It all depends on what you want to spend and what you like. I personally cannot imagine not knowing what kind of truck to buy. I have my next truck picked out for about ten years before I get it. Obviously I'm an opinionated Chevy guy, but I got those opinions from ten years driving tow trucks and I saw what worked and what didn't. So now all the Furd guys can chime in and say their trucks are the best, and Dodge guys can chime in and say Cummins is the best, Maybe your best bet would be to drive all three, the trucks should be able to make the decision for you. Any one of them will push a big plow, carry a big sander and tow whatever you got, so mostly it comes down to payment and what you are comfortable in. There, that's my $0.02, give or take a little. Keep the change.


----------



## westernboy16 (Nov 2, 2005)

snofarmer,
I didnt get a dakota i made that up so mowerpan and myers2228 would quiet putting those stupid pictures on the site


----------



## Sawboy (Dec 18, 2005)

Man oh man kid, u flip flop more than a Democrat on election day. May I make a suggestion as a new guy to the site? Stop posting until you have something. Your just digging yourself deeper and deeper. Or.....be honest when you post.

Now for the diesel question. The Cummins is an earth mover but like Dan said, it's wrapped in a Dodge. The Chubby's are OK but the have all kinds of injector problems and in my opionion they are a little weak. Buy a Ford diesel and never look back. The Ford will pull the Chubby UPHILL if chained together. But, also as Dan said avoid the early 6.0's. They were hot garbage! 

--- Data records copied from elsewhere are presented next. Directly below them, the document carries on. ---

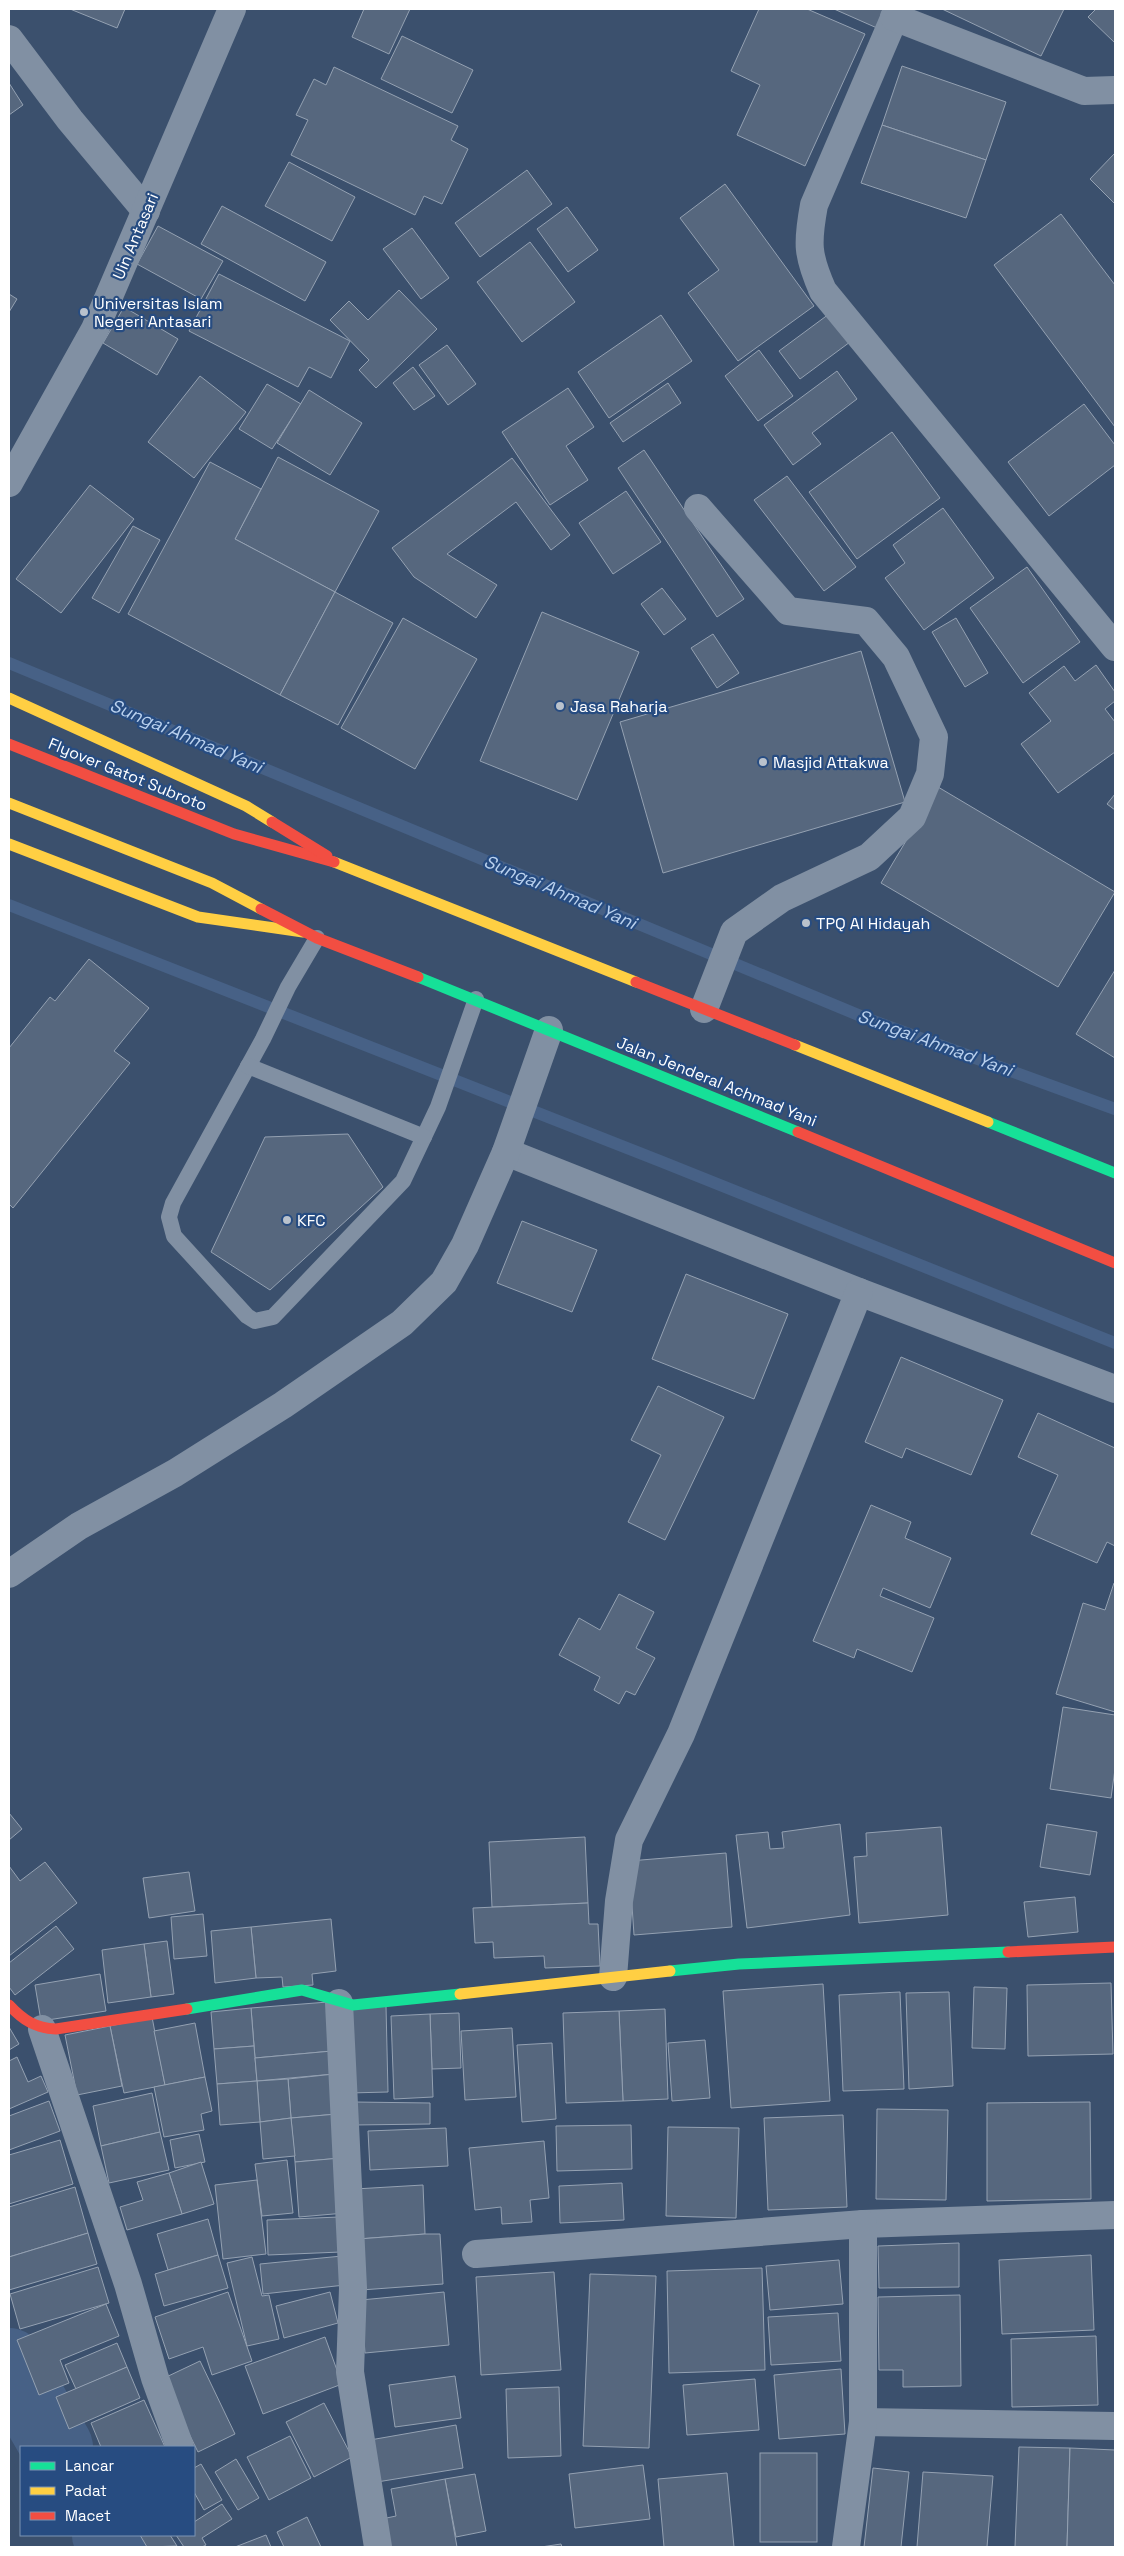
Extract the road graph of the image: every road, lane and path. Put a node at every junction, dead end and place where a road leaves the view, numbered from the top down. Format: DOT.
graph roads {
  1 [pos="232,9"];
  2 [pos="896,13"];
  3 [pos="9,39"];
  4 [pos="1115,90"];
  5 [pos="146,211"];
  6 [pos="9,483"];
  7 [pos="698,508"];
  8 [pos="1115,647"];
  9 [pos="9,698"];
  10 [pos="9,744"];
  11 [pos="9,803"];
  12 [pos="9,844"];
  13 [pos="339,864"];
  14 [pos="311,935"];
  15 [pos="476,999"];
  16 [pos="704,1009"];
  17 [pos="549,1030"];
  18 [pos="248,1066"];
  19 [pos="424,1137"];
  20 [pos="509,1143"];
  21 [pos="1115,1173"];
  22 [pos="1115,1263"];
  23 [pos="860,1292"];
  24 [pos="1115,1388"];
  25 [pos="9,1574"];
  26 [pos="1115,1946"];
  27 [pos="613,1977"];
  28 [pos="338,2003"];
  29 [pos="9,2005"];
  30 [pos="42,2029"];
  31 [pos="1115,2215"];
  32 [pos="863,2224"];
  33 [pos="476,2254"];
  34 [pos="863,2422"];
  35 [pos="1115,2426"];
  36 [pos="180,2446"];
  37 [pos="378,2547"];
  38 [pos="846,2547"];
  1 -- 5 [label="street, Uin Antasari"];
  2 -- 4 [label="street"];
  2 -- 8 [label="street"];
  3 -- 5 [label="street"];
  5 -- 6 [label="street, Uin Antasari"];
  7 -- 16 [label="street"];
  9 -- 13 [label="main road"];
  10 -- 13 [label="main road, Flyover Gatot Subroto"];
  11 -- 14 [label="main road, Jalan Jenderal Achmad Yani"];
  12 -- 14 [label="main road, Jalan Jenderal Achmad Yani"];
  13 -- 16 [label="main road"];
  14 -- 15 [label="main road, Jalan Jenderal Achmad Yani"];
  14 -- 18 [label="lane"];
  15 -- 17 [label="main road, Jalan Jenderal Achmad Yani"];
  15 -- 19 [label="lane"];
  16 -- 21 [label="main road"];
  17 -- 20 [label="street"];
  17 -- 22 [label="main road, Jalan Jenderal Achmad Yani"];
  18 -- 19 [label="lane"];
  18 -- 19 [label="lane"];
  20 -- 23 [label="street"];
  20 -- 25 [label="street"];
  23 -- 24 [label="street"];
  23 -- 27 [label="street"];
  26 -- 27 [label="main road"];
  27 -- 28 [label="main road"];
  28 -- 30 [label="main road"];
  28 -- 37 [label="street"];
  29 -- 30 [label="main road"];
  30 -- 36 [label="street"];
  31 -- 32 [label="street"];
  32 -- 33 [label="street"];
  32 -- 34 [label="street"];
  34 -- 35 [label="street"];
  34 -- 38 [label="street"];
}
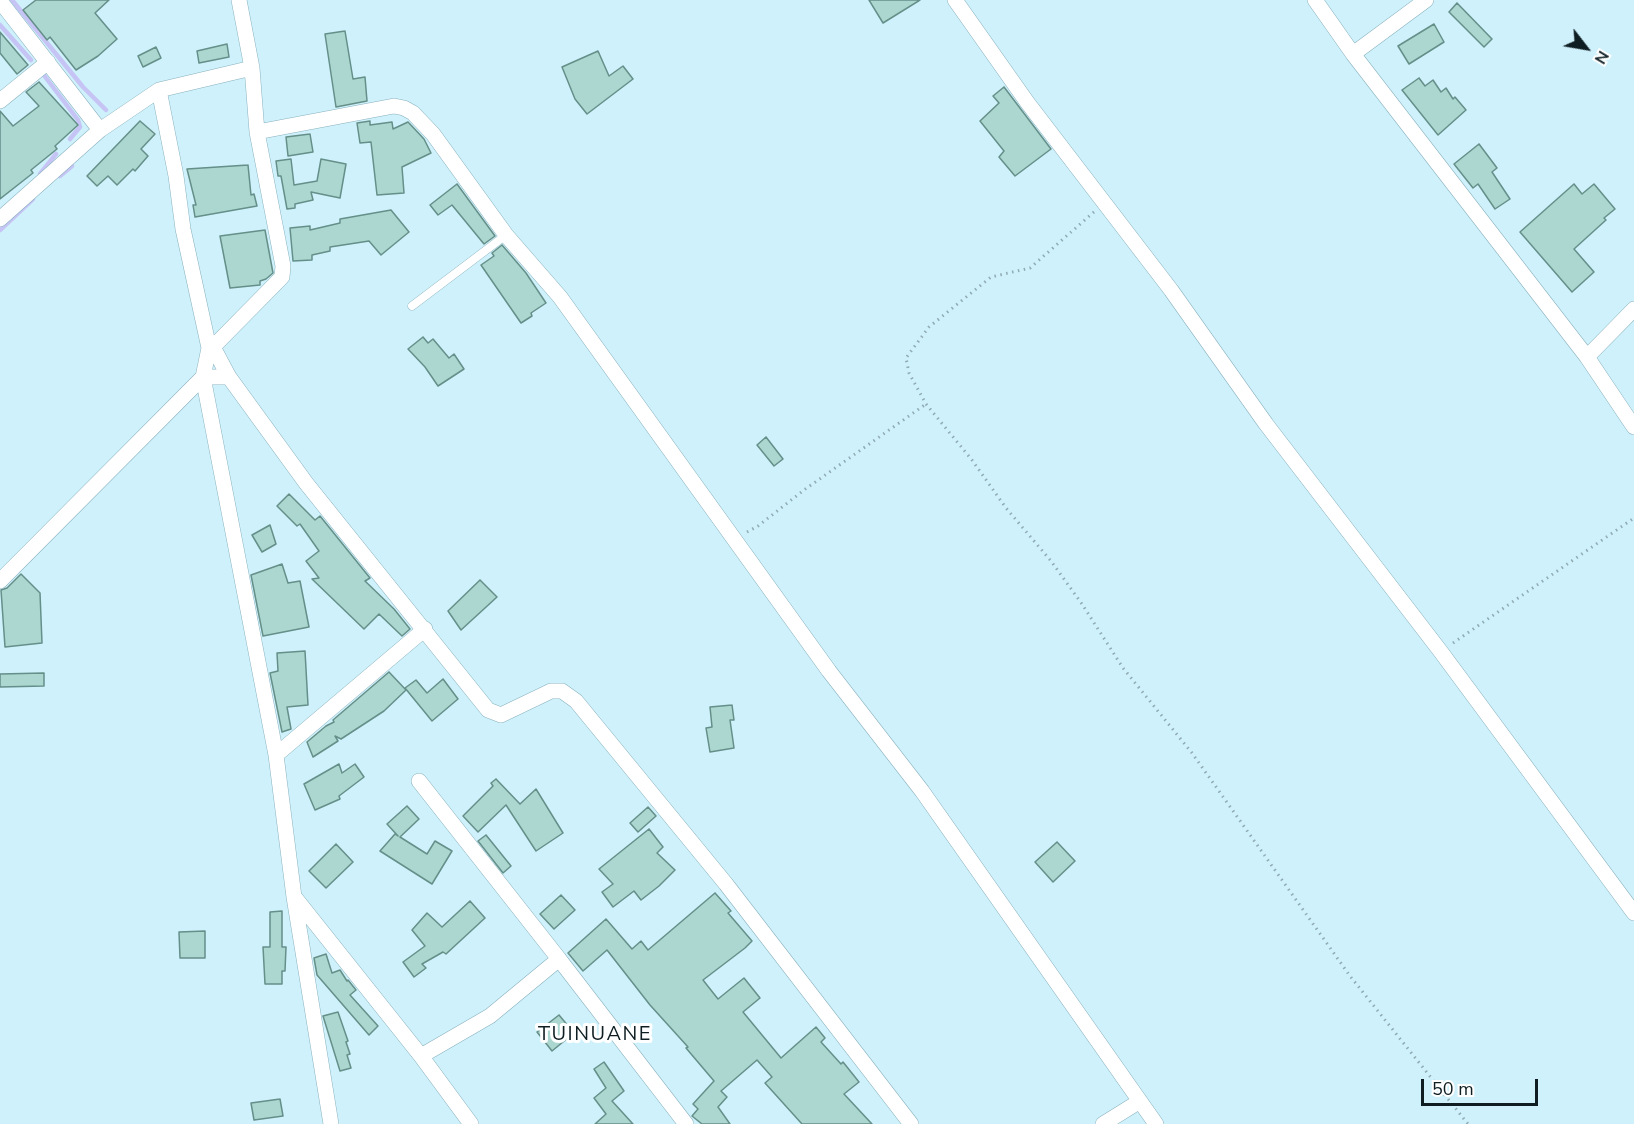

The best advice given was when Dan said to go drive each and make your own decision (Obviously difficult for you!). I am a Ford truck guy so my opinion and .50 cents will get you a cup of coffee  

And please, go buy something before these guys run you right off the board!!! :yow!: 


Bob


----------



## westernboy16 (Nov 2, 2005)

I will listen to what sawboy said but for sure i am staying with a diesel


----------



## westernboy16 (Nov 2, 2005)

and one more thing on my profile the age is wrong i was in a hurry so it should be 15 not 17


----------



## firstclasslawn (Sep 5, 2005)

*I'm feeling nice today*

I'm feeling nice so I will give you my opionion..... The early (01-02) duramax's had injector issues... Most of them have already been fixed by placing a new fuel rail in. If not, don't worry.......the top half of those duramax's are warrentied to 200k miles, so its really not a problem. They are very quiet for a diesel. The ford 7.3 was a very solid motor, but it just doens't have the power of the new ones. And just like eveyone says, the cummins is stuck in a dodge.

Now here is part two to think about (can you handle two parts?) With a engine has to be a tranny! Here is the honest opionion that is from the tranny shop that rebuilt my truck. (this is a big shop that specializes in plow vehilces) The new ford "torqueshift" (i think thats what they are called) sucks! Many guys are bringing them straight to kevin at the shop and getting them beefed up before they even try to plow with it. The dodge has a average to good tranny.... it holds up ok, shifts ok, and is all around ok. The allison is a great tranny. He told me that since they came out in 2001, he has only had to work on ONE (NO JOKE) and it was for a front main seal, NOT A REBUILD. Now I don't want to hear any of your "its not a REAL allsion, its a GM speced allsiion" I DON'T CARE WHAT IT IS, ITS STRONG!!!!!!!!
good luck on your search


----------



## Sawboy (Dec 18, 2005)

Firstclass makes an excellent point. The Allison is BULLETPROOF! You have to TRY and make them fail, and even then, it's an all day affair!


----------



## rcracing17 (Nov 18, 2005)

Ford!!!!!!!!!!!!!!!!!!!!!!!!!!!


----------



## firstclasslawn (Sep 5, 2005)

*Twin turbo cat*

By the way, maybe some Ford fan can verify this. I heard that the 07 or 08 ford trucks may have a twin turbo cat diesel in them>/???? anyone heard of this..??? I can say that It sure would be sweet becuase Cat makes one of the best diesels out there and they are known for their power!


----------



## dirt digger (Feb 27, 2005)

firstclasslawn said:


> By the way, maybe some Ford fan can verify this. I heard that the 07 or 08 ford trucks may have a twin turbo cat diesel in them>/???? anyone heard of this..??? I can say that It sure would be sweet becuase Cat makes one of the best diesels out there and they are known for their power!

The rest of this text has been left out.